START Records provided

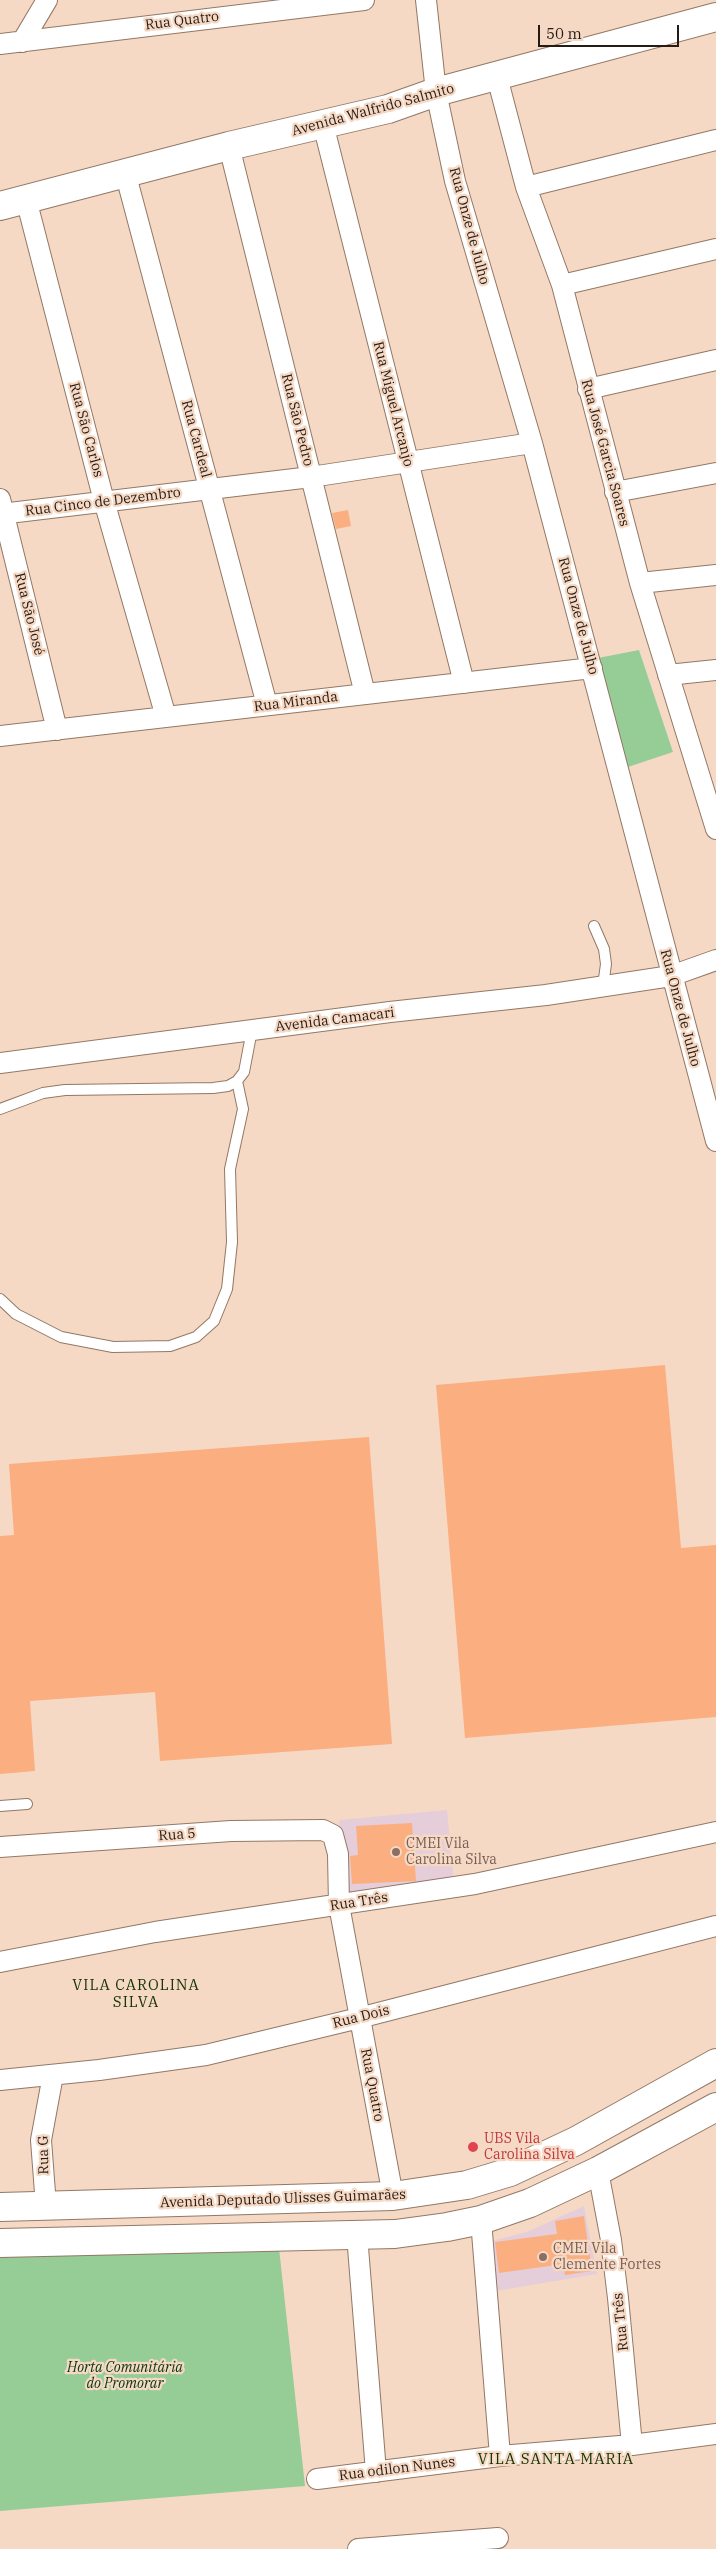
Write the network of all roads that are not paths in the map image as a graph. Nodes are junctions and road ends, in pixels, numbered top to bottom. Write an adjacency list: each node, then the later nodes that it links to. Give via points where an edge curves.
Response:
1 (46, 0): 7 (street)
2 (364, 0): 4 (street, Rua Quatro)
3 (426, 0): 10 (street, Rua Onze de Julho)
4 (273, 5): 5 (street, Rua Quatro)
5 (218, 8): 7 (street, Rua Quatro)
6 (716, 17): 9 (street, Avenida Walfrido Salmito)
7 (22, 42): 8 (street, Rua Quatro)
8 (0, 44)
9 (497, 77): 10 (street, Avenida Walfrido Salmito); 15 (street, Rua José Garcia Soares)
10 (436, 92): 11 (street, Avenida Walfrido Salmito, via 388,109); 22 (street, Rua Onze de Julho, via 455,181)
11 (323, 124): 13 (street, Avenida Walfrido Salmito); 23 (street, Rua Miguel Arcanjo)
12 (716, 140): 15 (street)
13 (229, 146): 14 (street, Avenida Walfrido Salmito); 25 (street, Rua São Pedro)
14 (125, 172): 16 (street, Avenida Walfrido Salmito); 26 (street, Rua Cardeal)
15 (526, 186): 19 (street, Rua José Garcia Soares)
16 (26, 199): 17 (street, Avenida Walfrido Salmito); 28 (street, Rua São Carlos)
17 (0, 206)
18 (716, 249): 19 (street)
19 (562, 286): 21 (street, Rua José Garcia Soares)
20 (716, 360): 21 (street)
21 (588, 389): 27 (street, Rua José Garcia Soares)
22 (532, 443): 23 (street, Rua Cinco de Dezembro); 32 (street, Rua Onze de Julho)
23 (408, 463): 25 (street, Rua Cinco de Dezembro); 35 (street, Rua Miguel Arcanjo)
24 (716, 473): 27 (street)
25 (311, 477): 26 (street, Rua Cinco de Dezembro); 36 (street, Rua São Pedro)
26 (210, 490): 28 (street, Rua Cinco de Dezembro); 37 (street, Rua Cardeal)
27 (615, 492): 31 (street, Rua José Garcia Soares)
28 (104, 501): 29 (street, Rua Cinco de Dezembro); 38 (street, Rua São Carlos)
29 (1, 509): 39 (street, Rua São José)
30 (716, 575): 31 (street)
31 (640, 583): 34 (street, Rua José Garcia Soares)
32 (592, 668): 35 (street, Rua Miranda); 44 (street, Rua Onze de Julho)
33 (716, 670): 34 (street)
34 (668, 675): 41 (street, Rua José Garcia Soares)
35 (464, 683): 36 (street, Rua Miranda)
36 (365, 694): 37 (street, Rua Miranda)
37 (268, 705): 38 (street, Rua Miranda)
38 (166, 717): 39 (street, Rua Miranda)
39 (57, 730): 40 (street, Rua Miranda)
40 (0, 736)
41 (716, 829)
42 (594, 926): 45 (lane, via 604,949)
43 (716, 960): 44 (street, Avenida Camacari)
44 (671, 976): 45 (street, Avenida Camacari); 50 (street, Rua Onze de Julho)
45 (603, 986): 46 (street, Avenida Camacari)
46 (252, 1030): 47 (street, Avenida Camacari); 48 (lane, via 244,1072)
47 (0, 1063)
48 (237, 1081): 49 (lane, via 213,1088 65,1090 43,1093); 51 (lane, via 243,1109 230,1169 232,1242 227,1289 214,1320 196,1337 170,1346 113,1347 61,1337 22,1318)
49 (0, 1110)
50 (716, 1141)
51 (0, 1299)
52 (27, 1804): 53 (lane)
53 (0, 1806)
54 (716, 1832): 57 (street, Rua Três, via 475,1884)
55 (0, 1847): 56 (street, Rua 5, via 231,1831 322,1830 332,1835)
56 (338, 1854): 57 (street, Rua Quatro)
57 (339, 1905): 59 (street, Rua Três, via 154,1932); 60 (street, Rua Quatro)
58 (716, 1926): 60 (street, Rua Dois)
59 (0, 1962)
60 (359, 2018): 62 (street, Rua Dois, via 206,2055); 66 (street, Rua Quatro)
61 (716, 2063): 66 (street, Avenida Deputado Ulisses Guimarães, via 576,2141 510,2172 467,2185)
62 (53, 2075): 63 (street, Rua Dois); 69 (street, Rua G, via 41,2140)
63 (0, 2080)
64 (716, 2107): 65 (street)
65 (598, 2171): 70 (street, via 530,2203); 75 (street, Rua Três, via 611,2240)
66 (393, 2196): 67 (street, Avenida Deputado Ulisses Guimarães)
67 (298, 2200): 69 (street, Avenida Deputado Ulisses Guimarães); 72 (street)
68 (0, 2206): 69 (street, Avenida Deputado Ulisses Guimarães)
69 (46, 2206)
70 (481, 2220): 71 (street, via 402,2233); 76 (street)
71 (357, 2235): 72 (street); 77 (street)
72 (297, 2237): 73 (street)
73 (0, 2244)
74 (716, 2434): 75 (street, Rua odilon Nunes)
75 (632, 2445): 76 (street, Rua odilon Nunes)
76 (500, 2456): 77 (street, Rua odilon Nunes)
77 (376, 2472): 78 (street, Rua odilon Nunes)
78 (317, 2479)
79 (498, 2538): 80 (street)
80 (358, 2549)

END Records provided

**Task directions**
Reproduce each line above exactly, but not a single picture.

**Solution to the problem**
Write the network of all roads that are not paths in the map image as a graph. Nodes are junctions and road ends, in pixels, numbered top to bottom. Write an adjacency list: each node, then the later nodes that it links to. Give via points where an edge curves.
Response:
1 (46, 0): 7 (street)
2 (364, 0): 4 (street, Rua Quatro)
3 (426, 0): 10 (street, Rua Onze de Julho)
4 (273, 5): 5 (street, Rua Quatro)
5 (218, 8): 7 (street, Rua Quatro)
6 (716, 17): 9 (street, Avenida Walfrido Salmito)
7 (22, 42): 8 (street, Rua Quatro)
8 (0, 44)
9 (497, 77): 10 (street, Avenida Walfrido Salmito); 15 (street, Rua José Garcia Soares)
10 (436, 92): 11 (street, Avenida Walfrido Salmito, via 388,109); 22 (street, Rua Onze de Julho, via 455,181)
11 (323, 124): 13 (street, Avenida Walfrido Salmito); 23 (street, Rua Miguel Arcanjo)
12 (716, 140): 15 (street)
13 (229, 146): 14 (street, Avenida Walfrido Salmito); 25 (street, Rua São Pedro)
14 (125, 172): 16 (street, Avenida Walfrido Salmito); 26 (street, Rua Cardeal)
15 (526, 186): 19 (street, Rua José Garcia Soares)
16 (26, 199): 17 (street, Avenida Walfrido Salmito); 28 (street, Rua São Carlos)
17 (0, 206)
18 (716, 249): 19 (street)
19 (562, 286): 21 (street, Rua José Garcia Soares)
20 (716, 360): 21 (street)
21 (588, 389): 27 (street, Rua José Garcia Soares)
22 (532, 443): 23 (street, Rua Cinco de Dezembro); 32 (street, Rua Onze de Julho)
23 (408, 463): 25 (street, Rua Cinco de Dezembro); 35 (street, Rua Miguel Arcanjo)
24 (716, 473): 27 (street)
25 (311, 477): 26 (street, Rua Cinco de Dezembro); 36 (street, Rua São Pedro)
26 (210, 490): 28 (street, Rua Cinco de Dezembro); 37 (street, Rua Cardeal)
27 (615, 492): 31 (street, Rua José Garcia Soares)
28 (104, 501): 29 (street, Rua Cinco de Dezembro); 38 (street, Rua São Carlos)
29 (1, 509): 39 (street, Rua São José)
30 (716, 575): 31 (street)
31 (640, 583): 34 (street, Rua José Garcia Soares)
32 (592, 668): 35 (street, Rua Miranda); 44 (street, Rua Onze de Julho)
33 (716, 670): 34 (street)
34 (668, 675): 41 (street, Rua José Garcia Soares)
35 (464, 683): 36 (street, Rua Miranda)
36 (365, 694): 37 (street, Rua Miranda)
37 (268, 705): 38 (street, Rua Miranda)
38 (166, 717): 39 (street, Rua Miranda)
39 (57, 730): 40 (street, Rua Miranda)
40 (0, 736)
41 (716, 829)
42 (594, 926): 45 (lane, via 604,949)
43 (716, 960): 44 (street, Avenida Camacari)
44 (671, 976): 45 (street, Avenida Camacari); 50 (street, Rua Onze de Julho)
45 (603, 986): 46 (street, Avenida Camacari)
46 (252, 1030): 47 (street, Avenida Camacari); 48 (lane, via 244,1072)
47 (0, 1063)
48 (237, 1081): 49 (lane, via 213,1088 65,1090 43,1093); 51 (lane, via 243,1109 230,1169 232,1242 227,1289 214,1320 196,1337 170,1346 113,1347 61,1337 22,1318)
49 (0, 1110)
50 (716, 1141)
51 (0, 1299)
52 (27, 1804): 53 (lane)
53 (0, 1806)
54 (716, 1832): 57 (street, Rua Três, via 475,1884)
55 (0, 1847): 56 (street, Rua 5, via 231,1831 322,1830 332,1835)
56 (338, 1854): 57 (street, Rua Quatro)
57 (339, 1905): 59 (street, Rua Três, via 154,1932); 60 (street, Rua Quatro)
58 (716, 1926): 60 (street, Rua Dois)
59 (0, 1962)
60 (359, 2018): 62 (street, Rua Dois, via 206,2055); 66 (street, Rua Quatro)
61 (716, 2063): 66 (street, Avenida Deputado Ulisses Guimarães, via 576,2141 510,2172 467,2185)
62 (53, 2075): 63 (street, Rua Dois); 69 (street, Rua G, via 41,2140)
63 (0, 2080)
64 (716, 2107): 65 (street)
65 (598, 2171): 70 (street, via 530,2203); 75 (street, Rua Três, via 611,2240)
66 (393, 2196): 67 (street, Avenida Deputado Ulisses Guimarães)
67 (298, 2200): 69 (street, Avenida Deputado Ulisses Guimarães); 72 (street)
68 (0, 2206): 69 (street, Avenida Deputado Ulisses Guimarães)
69 (46, 2206)
70 (481, 2220): 71 (street, via 402,2233); 76 (street)
71 (357, 2235): 72 (street); 77 (street)
72 (297, 2237): 73 (street)
73 (0, 2244)
74 (716, 2434): 75 (street, Rua odilon Nunes)
75 (632, 2445): 76 (street, Rua odilon Nunes)
76 (500, 2456): 77 (street, Rua odilon Nunes)
77 (376, 2472): 78 (street, Rua odilon Nunes)
78 (317, 2479)
79 (498, 2538): 80 (street)
80 (358, 2549)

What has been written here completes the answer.